Product Hunt–style comments (not star reviews)
  • No comments yet — start the thread.
general reviews

Ratings

4.547 reviews
  • Ama Khan· Dec 28, 2024

    Keeps context tight: knowledge-graph-builder is the kind of skill you can hand to a new teammate without a long onboarding doc.

  • Pratham Ware· Dec 20, 2024

    I recommend knowledge-graph-builder for anyone iterating fast on agent tooling; clear intent and a small, reviewable surface area.

  • Ama Haddad· Dec 8, 2024

    Useful defaults in knowledge-graph-builder — fewer surprises than typical one-off scripts, and it plays nicely with `npx skills` flows.

  • Valentina Sethi· Nov 27, 2024

    knowledge-graph-builder has been reliable in day-to-day use. Documentation quality is above average for community skills.

  • Daniel Lopez· Nov 19, 2024

    knowledge-graph-builder is among the better-maintained entries we tried; worth keeping pinned for repeat workflows.

  • Harper Park· Oct 18, 2024

    Keeps context tight: knowledge-graph-builder is the kind of skill you can hand to a new teammate without a long onboarding doc.

  • Hassan Haddad· Oct 10, 2024

    Useful defaults in knowledge-graph-builder — fewer surprises than typical one-off scripts, and it plays nicely with `npx skills` flows.

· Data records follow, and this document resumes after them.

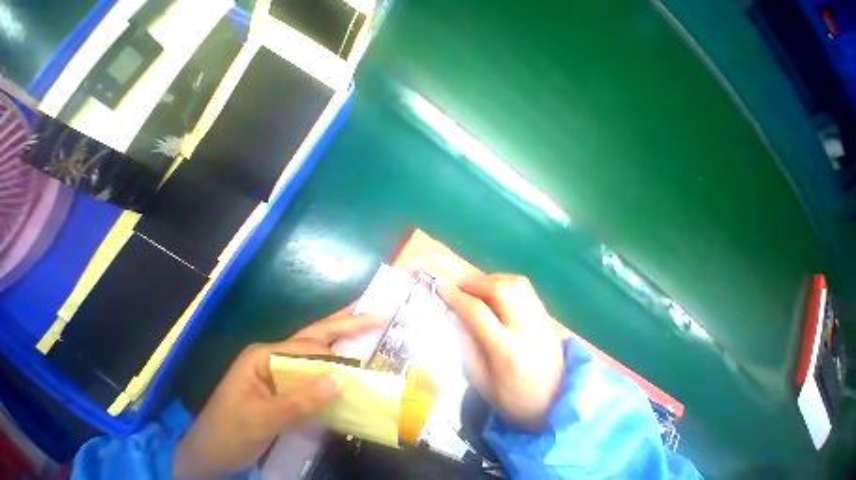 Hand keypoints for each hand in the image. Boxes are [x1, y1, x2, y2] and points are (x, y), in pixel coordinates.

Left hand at [173, 306, 385, 478]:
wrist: (204, 458)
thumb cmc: (225, 437)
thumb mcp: (258, 422)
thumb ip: (298, 401)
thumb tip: (339, 381)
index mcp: (265, 354)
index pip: (309, 348)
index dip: (333, 358)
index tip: (355, 370)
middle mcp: (275, 351)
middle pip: (318, 332)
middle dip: (349, 321)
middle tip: (378, 314)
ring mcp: (280, 361)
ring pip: (319, 339)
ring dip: (345, 328)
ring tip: (368, 316)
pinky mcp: (286, 375)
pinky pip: (317, 358)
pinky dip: (336, 349)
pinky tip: (349, 344)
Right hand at [438, 274, 563, 431]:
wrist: (557, 403)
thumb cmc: (514, 399)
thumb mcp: (481, 381)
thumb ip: (466, 344)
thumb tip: (453, 312)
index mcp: (508, 353)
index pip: (478, 313)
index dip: (456, 296)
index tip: (440, 286)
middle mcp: (527, 330)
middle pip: (500, 289)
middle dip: (473, 281)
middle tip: (458, 284)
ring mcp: (540, 319)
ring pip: (514, 282)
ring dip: (489, 279)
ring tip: (475, 287)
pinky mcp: (545, 314)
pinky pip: (523, 286)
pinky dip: (504, 281)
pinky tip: (494, 290)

  • Zaid Desai· Sep 25, 2024

    We added knowledge-graph-builder from the explainx registry; install was straightforward and the SKILL.md answered most questions upfront.

  • Aanya Park· Sep 25, 2024

    Solid pick for teams standardizing on skills: knowledge-graph-builder is focused, and the summary matches what you get after install.

  • Valentina Reddy· Sep 17, 2024

    Registry listing for knowledge-graph-builder matched our evaluation — installs cleanly and behaves as described in the markdown.